Blake Matthew Trahan (born September 5, 1993) is an American former professional baseball shortstop. He played in Major League Baseball (MLB) for the Cincinnati Reds in 2018.

==Amateur career==
Trahan attended Kinder High School in Kinder, Louisiana. He enrolled at the University of Louisiana at Lafayette to play college baseball for the Louisiana-Lafayette Ragin' Cajuns baseball team. In 2015, Trahan was named the Sun Belt Conference Baseball Player of the Year.

==Professional career==
Considered a potential first round draft pick in the 2015 MLB draft, the Cincinnati Reds selected Trahan in the third round, with the 84th overall selection. Trahan signed with the Reds, receiving a $708,900 signing bonus, and began his professional career with the Billings Mustangs of the Rookie-level Pioneer League.

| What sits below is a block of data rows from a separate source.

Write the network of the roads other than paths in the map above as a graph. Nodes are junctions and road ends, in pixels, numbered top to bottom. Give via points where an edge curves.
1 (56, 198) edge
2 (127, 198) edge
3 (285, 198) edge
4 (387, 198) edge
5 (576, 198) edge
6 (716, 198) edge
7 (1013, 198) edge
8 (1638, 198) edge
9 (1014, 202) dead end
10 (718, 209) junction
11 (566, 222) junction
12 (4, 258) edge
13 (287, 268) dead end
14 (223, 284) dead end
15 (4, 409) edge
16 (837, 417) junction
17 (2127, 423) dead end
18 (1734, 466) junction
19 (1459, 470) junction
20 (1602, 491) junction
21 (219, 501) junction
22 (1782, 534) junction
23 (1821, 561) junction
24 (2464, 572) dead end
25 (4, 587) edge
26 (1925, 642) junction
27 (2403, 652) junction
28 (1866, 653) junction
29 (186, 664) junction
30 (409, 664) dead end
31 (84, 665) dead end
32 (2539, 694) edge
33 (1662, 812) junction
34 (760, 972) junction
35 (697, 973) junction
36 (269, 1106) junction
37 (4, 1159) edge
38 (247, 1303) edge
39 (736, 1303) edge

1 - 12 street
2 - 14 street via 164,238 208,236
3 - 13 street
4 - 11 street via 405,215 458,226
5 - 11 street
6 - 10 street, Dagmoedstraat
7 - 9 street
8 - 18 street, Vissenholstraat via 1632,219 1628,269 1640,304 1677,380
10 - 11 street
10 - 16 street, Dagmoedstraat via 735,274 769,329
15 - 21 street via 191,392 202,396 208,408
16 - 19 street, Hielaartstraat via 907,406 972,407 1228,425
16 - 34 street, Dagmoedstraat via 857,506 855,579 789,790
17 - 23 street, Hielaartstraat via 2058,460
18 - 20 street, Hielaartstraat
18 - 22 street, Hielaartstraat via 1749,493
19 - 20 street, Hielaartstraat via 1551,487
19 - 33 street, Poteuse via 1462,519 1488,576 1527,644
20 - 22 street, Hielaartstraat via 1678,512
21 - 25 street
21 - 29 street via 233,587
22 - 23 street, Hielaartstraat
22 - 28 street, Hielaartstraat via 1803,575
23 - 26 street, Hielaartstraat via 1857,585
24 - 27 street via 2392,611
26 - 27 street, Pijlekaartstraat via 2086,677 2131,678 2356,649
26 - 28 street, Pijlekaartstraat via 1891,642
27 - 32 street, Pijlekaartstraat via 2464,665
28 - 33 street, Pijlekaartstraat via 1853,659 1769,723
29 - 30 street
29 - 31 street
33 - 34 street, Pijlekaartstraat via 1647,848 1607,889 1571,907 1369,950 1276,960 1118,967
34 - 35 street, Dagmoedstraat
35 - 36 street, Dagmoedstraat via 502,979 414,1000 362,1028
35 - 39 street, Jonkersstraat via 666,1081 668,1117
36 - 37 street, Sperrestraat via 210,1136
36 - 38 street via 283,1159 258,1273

After posting a .312 batting average with a .803 OPS, he was promoted to the Daytona Tortugas of the High-A Florida State League to end the season, where he struggled, batting .139 in 11 games. In 2016, Trahan returned to Daytona, where he posted a .263 batting average, along with four home runs, 47 RBI, and 25 stolen bases.

Trahan played for the Pensacola Blue Wahoos of the Double-A Southern League in 2017 where he batted .222 with two home runs and 27 RBI in 136 games. In 2018, he played for the Louisville Bats of the Triple-A International League. On September 1, 2018, Trahan was selected to the 40-man roster and promoted to the major leagues for the first time. He made 11 appearances for Cincinnati during his rookie campaign, going 3-for-14 (.214). After the season, Trahan won the Minor League Baseball Rawlings Gold Glove Award.

Trahan began the 2019 season with Louisville. On August 5, 2019, Trahan was designated for assignment by Cincinnati following the promotion of Brian O'Grady. He cleared waivers and was sent outright to Triple-A Louisville on August 8.

Trahan participated in 2020 spring training with the Reds, which was canceled due to the COVID-19 pandemic. Upon the resumption of the MLB season in July, Trahan was invited to return to the team on June 28, but opted to retire from baseball.